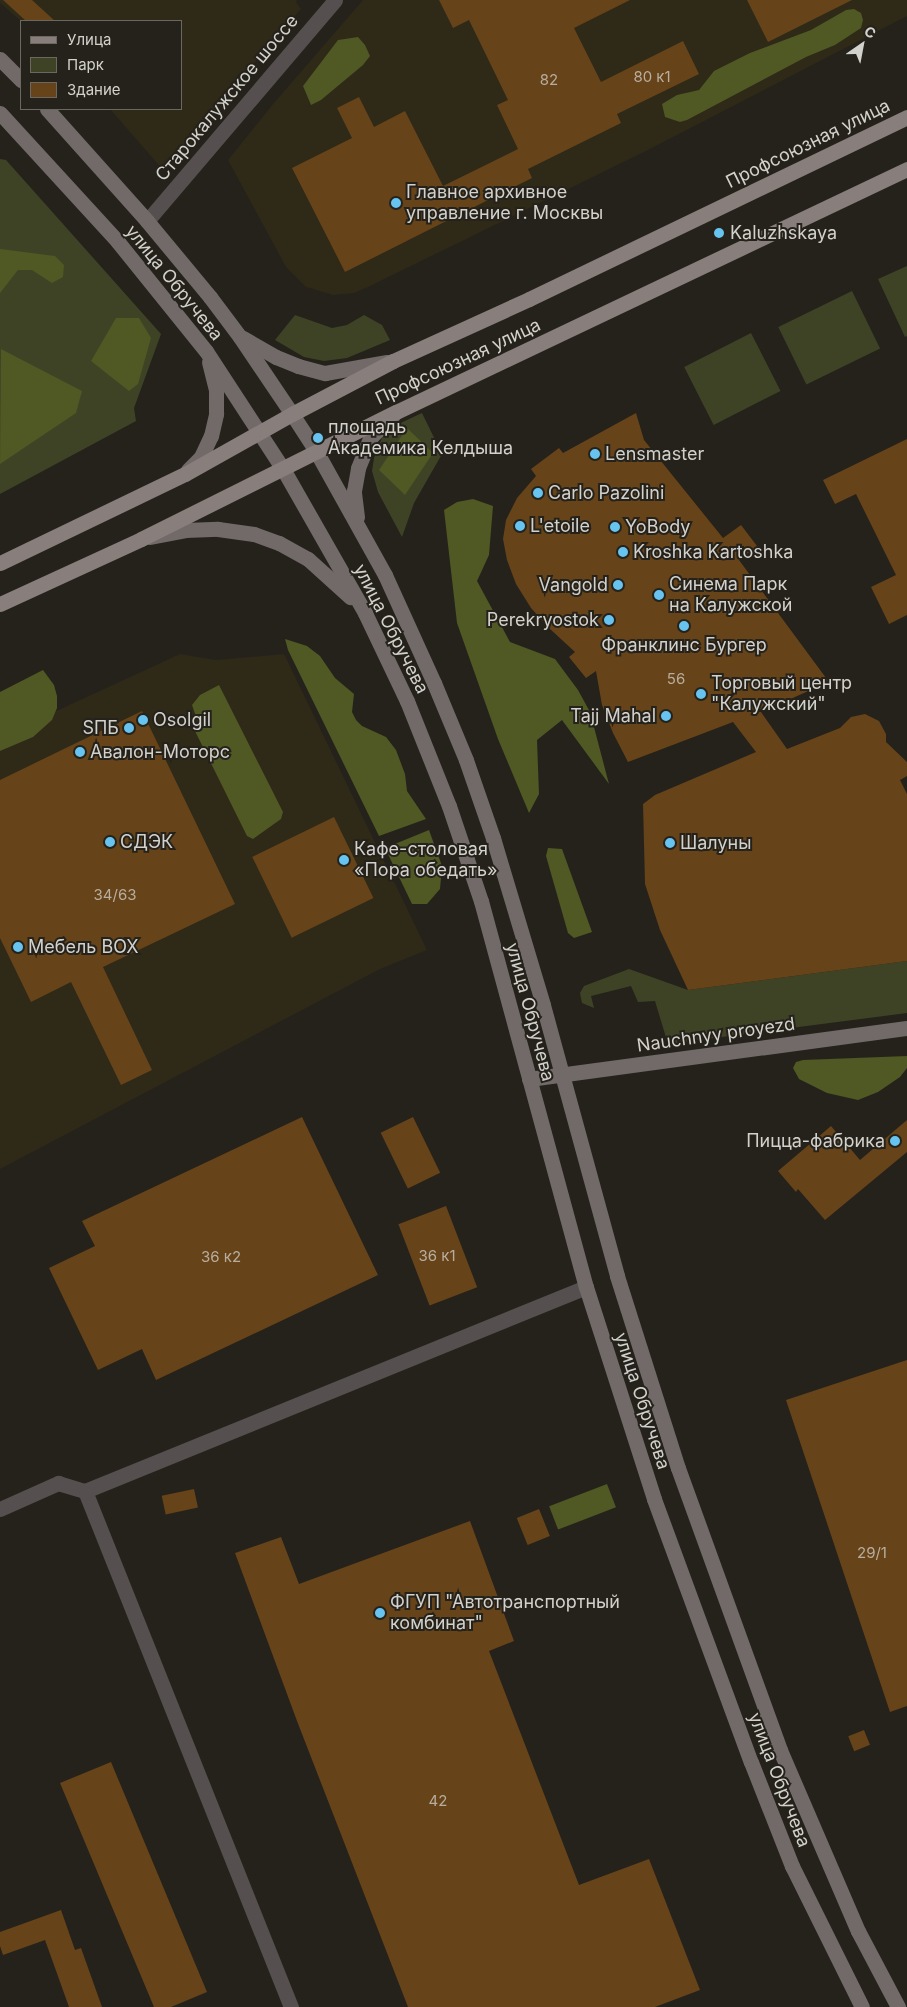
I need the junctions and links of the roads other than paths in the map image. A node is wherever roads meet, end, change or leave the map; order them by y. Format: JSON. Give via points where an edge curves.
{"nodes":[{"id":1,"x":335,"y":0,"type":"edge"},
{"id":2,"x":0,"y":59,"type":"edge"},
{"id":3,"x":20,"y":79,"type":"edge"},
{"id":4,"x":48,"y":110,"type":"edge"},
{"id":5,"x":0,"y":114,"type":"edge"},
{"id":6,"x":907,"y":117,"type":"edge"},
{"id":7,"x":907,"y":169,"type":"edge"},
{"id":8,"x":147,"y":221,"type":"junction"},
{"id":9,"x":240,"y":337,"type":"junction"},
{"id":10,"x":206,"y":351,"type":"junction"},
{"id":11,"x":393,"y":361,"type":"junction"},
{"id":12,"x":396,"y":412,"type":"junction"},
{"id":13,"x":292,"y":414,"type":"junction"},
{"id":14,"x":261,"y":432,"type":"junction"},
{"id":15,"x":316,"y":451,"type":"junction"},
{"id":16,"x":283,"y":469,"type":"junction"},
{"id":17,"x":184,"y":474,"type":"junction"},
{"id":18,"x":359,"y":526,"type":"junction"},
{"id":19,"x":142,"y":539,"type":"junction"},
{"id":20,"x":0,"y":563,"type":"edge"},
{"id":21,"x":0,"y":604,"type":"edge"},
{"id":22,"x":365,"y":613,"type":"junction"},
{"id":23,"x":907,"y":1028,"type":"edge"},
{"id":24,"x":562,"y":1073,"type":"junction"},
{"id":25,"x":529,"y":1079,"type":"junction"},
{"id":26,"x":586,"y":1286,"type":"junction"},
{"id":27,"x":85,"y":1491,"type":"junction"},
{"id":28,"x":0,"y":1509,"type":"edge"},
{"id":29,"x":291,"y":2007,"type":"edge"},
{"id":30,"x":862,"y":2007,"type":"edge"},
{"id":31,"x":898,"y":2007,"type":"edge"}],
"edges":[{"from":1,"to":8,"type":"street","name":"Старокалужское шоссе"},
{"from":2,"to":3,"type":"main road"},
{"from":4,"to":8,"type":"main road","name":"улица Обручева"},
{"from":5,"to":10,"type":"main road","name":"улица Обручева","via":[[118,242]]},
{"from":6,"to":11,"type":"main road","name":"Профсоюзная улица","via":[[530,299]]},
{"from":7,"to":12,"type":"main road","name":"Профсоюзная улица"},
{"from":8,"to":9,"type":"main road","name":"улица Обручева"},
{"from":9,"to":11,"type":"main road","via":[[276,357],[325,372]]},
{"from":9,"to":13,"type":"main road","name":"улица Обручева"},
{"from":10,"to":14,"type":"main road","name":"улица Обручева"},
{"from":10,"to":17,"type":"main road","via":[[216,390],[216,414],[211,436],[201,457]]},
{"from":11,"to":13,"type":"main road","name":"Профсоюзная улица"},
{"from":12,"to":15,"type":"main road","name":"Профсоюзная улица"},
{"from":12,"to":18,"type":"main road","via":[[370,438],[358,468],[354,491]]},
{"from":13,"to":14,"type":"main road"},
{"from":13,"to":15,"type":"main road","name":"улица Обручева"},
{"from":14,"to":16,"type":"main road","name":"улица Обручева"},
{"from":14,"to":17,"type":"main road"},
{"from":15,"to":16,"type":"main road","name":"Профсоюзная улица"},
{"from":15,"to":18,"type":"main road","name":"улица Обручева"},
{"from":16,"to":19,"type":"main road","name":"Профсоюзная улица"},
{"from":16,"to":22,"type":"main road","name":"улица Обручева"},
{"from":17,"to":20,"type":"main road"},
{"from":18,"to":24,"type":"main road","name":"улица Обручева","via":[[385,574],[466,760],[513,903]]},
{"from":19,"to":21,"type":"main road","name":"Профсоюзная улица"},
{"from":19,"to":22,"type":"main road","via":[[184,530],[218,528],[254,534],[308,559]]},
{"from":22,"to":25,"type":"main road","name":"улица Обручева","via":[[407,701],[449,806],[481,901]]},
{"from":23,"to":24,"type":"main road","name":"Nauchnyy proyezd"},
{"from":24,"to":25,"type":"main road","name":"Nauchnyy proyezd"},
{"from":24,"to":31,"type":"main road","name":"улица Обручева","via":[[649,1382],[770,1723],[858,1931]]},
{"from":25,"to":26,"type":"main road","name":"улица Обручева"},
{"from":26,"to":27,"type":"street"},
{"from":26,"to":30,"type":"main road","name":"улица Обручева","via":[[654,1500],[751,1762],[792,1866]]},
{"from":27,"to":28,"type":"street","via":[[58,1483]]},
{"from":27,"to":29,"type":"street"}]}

EXERCISE PROMPT ▸ Whenever a line in the entries holds the word "street", copy that line.

TASK RESULT ▸
"edges":[{"from":1,"to":8,"type":"street","name":"Старокалужское шоссе"},
{"from":26,"to":27,"type":"street"},
{"from":27,"to":28,"type":"street","via":[[58,1483]]},
{"from":27,"to":29,"type":"street"}]}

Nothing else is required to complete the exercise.